DATA RECORDS –
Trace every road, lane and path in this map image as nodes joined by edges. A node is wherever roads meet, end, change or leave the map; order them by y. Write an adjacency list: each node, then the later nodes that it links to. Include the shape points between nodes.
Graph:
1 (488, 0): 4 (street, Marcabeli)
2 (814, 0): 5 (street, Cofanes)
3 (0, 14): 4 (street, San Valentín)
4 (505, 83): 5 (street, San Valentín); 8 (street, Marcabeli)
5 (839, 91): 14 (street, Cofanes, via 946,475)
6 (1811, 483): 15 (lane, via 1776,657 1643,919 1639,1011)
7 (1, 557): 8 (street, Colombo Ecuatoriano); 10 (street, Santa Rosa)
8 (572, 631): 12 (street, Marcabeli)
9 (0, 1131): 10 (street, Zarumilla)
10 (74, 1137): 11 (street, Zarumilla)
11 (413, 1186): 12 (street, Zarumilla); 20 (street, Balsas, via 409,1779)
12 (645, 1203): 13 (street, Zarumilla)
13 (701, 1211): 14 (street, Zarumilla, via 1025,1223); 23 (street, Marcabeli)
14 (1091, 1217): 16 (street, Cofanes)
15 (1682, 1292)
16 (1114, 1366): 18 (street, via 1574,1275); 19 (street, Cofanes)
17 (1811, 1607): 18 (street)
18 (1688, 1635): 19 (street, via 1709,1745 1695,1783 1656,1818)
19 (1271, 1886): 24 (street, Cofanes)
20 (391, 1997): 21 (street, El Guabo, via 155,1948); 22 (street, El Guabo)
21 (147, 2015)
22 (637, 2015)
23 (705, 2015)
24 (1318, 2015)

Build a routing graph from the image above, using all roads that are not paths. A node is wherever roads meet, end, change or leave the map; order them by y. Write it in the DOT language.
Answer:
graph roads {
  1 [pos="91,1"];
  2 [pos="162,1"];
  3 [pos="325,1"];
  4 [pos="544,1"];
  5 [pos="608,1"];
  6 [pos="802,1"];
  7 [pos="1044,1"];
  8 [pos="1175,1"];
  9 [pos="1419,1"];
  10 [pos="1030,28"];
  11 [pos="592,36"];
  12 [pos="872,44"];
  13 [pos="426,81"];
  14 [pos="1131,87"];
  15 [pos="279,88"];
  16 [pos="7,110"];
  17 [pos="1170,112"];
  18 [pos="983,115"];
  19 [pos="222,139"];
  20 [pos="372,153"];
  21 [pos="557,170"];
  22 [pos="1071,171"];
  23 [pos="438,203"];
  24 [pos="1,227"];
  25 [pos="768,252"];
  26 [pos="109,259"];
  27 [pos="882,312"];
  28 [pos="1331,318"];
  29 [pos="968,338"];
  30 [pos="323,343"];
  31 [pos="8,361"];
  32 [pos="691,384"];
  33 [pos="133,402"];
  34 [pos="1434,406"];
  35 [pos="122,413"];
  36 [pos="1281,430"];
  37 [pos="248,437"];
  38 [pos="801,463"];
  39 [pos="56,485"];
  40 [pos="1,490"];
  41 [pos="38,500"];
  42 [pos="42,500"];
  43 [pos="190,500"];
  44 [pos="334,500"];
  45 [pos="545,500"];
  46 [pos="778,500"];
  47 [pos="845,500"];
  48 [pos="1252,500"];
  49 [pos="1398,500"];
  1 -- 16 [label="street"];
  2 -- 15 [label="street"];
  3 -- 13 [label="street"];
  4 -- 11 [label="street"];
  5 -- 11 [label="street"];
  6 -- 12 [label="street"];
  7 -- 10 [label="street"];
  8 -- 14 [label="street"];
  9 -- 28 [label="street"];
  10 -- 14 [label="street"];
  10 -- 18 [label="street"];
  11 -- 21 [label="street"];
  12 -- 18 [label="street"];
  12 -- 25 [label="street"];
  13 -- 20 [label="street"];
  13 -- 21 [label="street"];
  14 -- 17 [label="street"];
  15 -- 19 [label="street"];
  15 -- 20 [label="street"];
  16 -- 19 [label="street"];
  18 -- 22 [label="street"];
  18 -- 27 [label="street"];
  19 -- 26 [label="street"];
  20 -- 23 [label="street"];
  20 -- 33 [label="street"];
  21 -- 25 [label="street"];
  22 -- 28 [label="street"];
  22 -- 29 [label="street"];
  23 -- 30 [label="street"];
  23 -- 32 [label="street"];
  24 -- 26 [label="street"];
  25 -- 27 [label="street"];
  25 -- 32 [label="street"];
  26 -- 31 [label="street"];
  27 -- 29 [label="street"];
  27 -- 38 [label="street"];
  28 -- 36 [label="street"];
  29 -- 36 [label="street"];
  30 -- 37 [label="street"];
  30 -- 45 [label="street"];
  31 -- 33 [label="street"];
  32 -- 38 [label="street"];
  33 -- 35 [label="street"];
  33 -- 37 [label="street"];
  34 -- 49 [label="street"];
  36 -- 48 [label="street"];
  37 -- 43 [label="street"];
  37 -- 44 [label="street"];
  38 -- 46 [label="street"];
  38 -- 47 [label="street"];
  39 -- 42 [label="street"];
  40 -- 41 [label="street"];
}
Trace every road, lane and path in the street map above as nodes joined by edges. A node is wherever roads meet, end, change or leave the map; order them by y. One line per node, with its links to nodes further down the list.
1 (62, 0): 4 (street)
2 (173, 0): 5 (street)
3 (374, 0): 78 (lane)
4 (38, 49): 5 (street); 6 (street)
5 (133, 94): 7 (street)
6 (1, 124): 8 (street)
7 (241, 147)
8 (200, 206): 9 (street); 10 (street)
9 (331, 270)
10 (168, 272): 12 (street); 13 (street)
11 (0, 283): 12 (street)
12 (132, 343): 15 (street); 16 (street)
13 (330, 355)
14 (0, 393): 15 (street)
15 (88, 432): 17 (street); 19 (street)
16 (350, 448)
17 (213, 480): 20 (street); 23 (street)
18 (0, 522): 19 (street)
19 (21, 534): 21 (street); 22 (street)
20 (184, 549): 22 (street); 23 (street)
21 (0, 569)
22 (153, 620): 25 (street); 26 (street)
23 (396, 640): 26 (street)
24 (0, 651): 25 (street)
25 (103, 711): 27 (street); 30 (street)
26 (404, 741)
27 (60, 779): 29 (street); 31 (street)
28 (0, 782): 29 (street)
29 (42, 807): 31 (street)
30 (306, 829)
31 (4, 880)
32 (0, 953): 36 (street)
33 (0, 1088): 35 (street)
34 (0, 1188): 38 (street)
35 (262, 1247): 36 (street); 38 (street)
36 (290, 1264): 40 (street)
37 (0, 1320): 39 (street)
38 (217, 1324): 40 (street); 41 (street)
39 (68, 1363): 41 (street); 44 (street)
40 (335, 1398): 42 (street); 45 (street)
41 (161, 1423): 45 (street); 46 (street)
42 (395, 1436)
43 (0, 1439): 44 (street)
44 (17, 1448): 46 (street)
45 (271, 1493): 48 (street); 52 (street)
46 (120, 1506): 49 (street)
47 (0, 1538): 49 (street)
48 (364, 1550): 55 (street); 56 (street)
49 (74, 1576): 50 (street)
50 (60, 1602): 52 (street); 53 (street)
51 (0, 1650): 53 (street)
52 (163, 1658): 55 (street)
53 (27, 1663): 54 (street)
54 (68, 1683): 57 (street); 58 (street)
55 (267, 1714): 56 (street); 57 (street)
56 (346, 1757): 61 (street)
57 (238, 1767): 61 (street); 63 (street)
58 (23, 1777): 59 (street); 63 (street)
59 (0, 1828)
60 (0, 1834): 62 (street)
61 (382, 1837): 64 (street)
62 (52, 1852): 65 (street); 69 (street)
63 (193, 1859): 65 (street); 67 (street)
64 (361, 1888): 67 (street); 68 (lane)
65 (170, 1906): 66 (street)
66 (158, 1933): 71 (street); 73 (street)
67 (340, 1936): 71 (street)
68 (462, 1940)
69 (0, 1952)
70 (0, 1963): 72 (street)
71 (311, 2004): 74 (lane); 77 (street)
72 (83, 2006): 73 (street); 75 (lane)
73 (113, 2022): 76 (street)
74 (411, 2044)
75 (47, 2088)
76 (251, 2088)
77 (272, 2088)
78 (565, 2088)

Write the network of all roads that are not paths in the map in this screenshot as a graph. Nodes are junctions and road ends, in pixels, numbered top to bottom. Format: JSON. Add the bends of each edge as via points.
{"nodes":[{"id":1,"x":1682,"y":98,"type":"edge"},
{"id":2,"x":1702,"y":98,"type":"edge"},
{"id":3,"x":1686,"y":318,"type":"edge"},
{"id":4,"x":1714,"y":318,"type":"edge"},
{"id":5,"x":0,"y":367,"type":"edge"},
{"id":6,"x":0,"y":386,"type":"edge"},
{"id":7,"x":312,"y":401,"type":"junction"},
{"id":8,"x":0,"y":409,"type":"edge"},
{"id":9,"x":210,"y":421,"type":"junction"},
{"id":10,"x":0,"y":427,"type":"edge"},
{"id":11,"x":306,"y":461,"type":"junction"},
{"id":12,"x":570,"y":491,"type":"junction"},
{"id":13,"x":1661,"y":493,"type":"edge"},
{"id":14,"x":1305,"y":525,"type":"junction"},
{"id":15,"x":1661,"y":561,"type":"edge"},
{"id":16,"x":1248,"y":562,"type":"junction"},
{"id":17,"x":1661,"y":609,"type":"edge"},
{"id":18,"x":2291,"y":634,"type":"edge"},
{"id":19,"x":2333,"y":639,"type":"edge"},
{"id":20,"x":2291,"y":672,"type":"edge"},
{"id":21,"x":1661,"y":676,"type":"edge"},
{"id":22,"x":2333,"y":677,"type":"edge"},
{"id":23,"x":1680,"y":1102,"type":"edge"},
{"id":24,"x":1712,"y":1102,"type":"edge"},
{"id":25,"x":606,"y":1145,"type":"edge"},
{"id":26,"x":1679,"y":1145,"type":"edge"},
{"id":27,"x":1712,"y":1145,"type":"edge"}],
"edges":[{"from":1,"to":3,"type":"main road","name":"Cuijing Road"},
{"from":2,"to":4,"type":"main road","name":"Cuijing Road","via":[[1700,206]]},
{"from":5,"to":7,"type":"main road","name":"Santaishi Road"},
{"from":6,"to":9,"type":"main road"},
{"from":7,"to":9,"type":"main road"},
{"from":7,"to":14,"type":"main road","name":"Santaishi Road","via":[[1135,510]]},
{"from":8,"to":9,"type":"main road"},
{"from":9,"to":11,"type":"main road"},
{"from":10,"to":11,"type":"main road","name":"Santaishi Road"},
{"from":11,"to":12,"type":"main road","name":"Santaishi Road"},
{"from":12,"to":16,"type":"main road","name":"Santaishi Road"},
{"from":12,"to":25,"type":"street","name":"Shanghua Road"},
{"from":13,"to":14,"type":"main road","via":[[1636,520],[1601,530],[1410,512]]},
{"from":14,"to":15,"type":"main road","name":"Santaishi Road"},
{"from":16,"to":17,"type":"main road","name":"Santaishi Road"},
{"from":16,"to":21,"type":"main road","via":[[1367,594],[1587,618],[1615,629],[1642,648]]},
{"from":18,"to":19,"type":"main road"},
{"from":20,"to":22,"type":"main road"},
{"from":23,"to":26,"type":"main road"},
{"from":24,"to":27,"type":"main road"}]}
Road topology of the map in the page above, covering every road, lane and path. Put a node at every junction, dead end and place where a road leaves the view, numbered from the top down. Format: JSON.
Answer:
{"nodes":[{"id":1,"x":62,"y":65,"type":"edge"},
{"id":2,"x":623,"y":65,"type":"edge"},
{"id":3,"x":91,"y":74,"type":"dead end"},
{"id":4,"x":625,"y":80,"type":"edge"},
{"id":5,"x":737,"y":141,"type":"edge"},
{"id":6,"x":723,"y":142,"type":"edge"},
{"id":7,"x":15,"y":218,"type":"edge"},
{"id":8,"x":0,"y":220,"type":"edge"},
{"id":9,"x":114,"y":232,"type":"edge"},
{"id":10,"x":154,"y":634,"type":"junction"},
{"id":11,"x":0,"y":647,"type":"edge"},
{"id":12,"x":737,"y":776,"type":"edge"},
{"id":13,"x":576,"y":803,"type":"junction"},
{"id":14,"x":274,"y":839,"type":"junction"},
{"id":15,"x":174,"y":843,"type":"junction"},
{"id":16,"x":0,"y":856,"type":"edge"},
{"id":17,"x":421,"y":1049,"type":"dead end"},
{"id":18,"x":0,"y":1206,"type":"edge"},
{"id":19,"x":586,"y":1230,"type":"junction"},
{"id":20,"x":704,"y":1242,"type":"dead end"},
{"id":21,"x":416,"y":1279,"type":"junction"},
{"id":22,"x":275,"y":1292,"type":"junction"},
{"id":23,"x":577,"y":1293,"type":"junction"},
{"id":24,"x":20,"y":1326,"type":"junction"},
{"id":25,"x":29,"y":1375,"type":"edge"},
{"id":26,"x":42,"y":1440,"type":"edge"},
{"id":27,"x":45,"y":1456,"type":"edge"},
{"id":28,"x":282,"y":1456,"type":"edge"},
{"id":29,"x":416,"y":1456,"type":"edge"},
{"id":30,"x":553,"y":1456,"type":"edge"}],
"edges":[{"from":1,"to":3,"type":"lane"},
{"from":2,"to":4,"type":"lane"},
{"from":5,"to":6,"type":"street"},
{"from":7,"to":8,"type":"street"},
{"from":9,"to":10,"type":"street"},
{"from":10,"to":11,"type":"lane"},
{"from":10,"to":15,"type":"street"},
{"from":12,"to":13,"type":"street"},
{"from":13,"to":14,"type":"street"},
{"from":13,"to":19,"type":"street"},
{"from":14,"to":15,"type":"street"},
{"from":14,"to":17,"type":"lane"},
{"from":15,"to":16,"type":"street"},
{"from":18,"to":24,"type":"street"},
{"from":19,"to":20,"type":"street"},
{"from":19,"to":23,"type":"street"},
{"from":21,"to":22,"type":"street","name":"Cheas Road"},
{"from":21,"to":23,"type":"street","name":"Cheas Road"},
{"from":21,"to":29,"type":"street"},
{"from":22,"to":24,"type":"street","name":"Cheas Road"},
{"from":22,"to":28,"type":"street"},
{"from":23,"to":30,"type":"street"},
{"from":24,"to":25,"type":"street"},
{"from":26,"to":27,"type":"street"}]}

AIM OF THE EXERCISE –
Nothing but the lines with "links" should be returned, copied from the entries above.

WRITTEN ANSWER –
Trace every road, lane and path in this map image as nodes joined by edges. A node is wherever roads meet, end, change or leave the map; order them by y. Write an adjacency list: each node, then the later nodes that it links to. Include the shape points between nodes.
Trace every road, lane and path in the street map above as nodes joined by edges. A node is wherever roads meet, end, change or leave the map; order them by y. One line per node, with its links to nodes further down the list.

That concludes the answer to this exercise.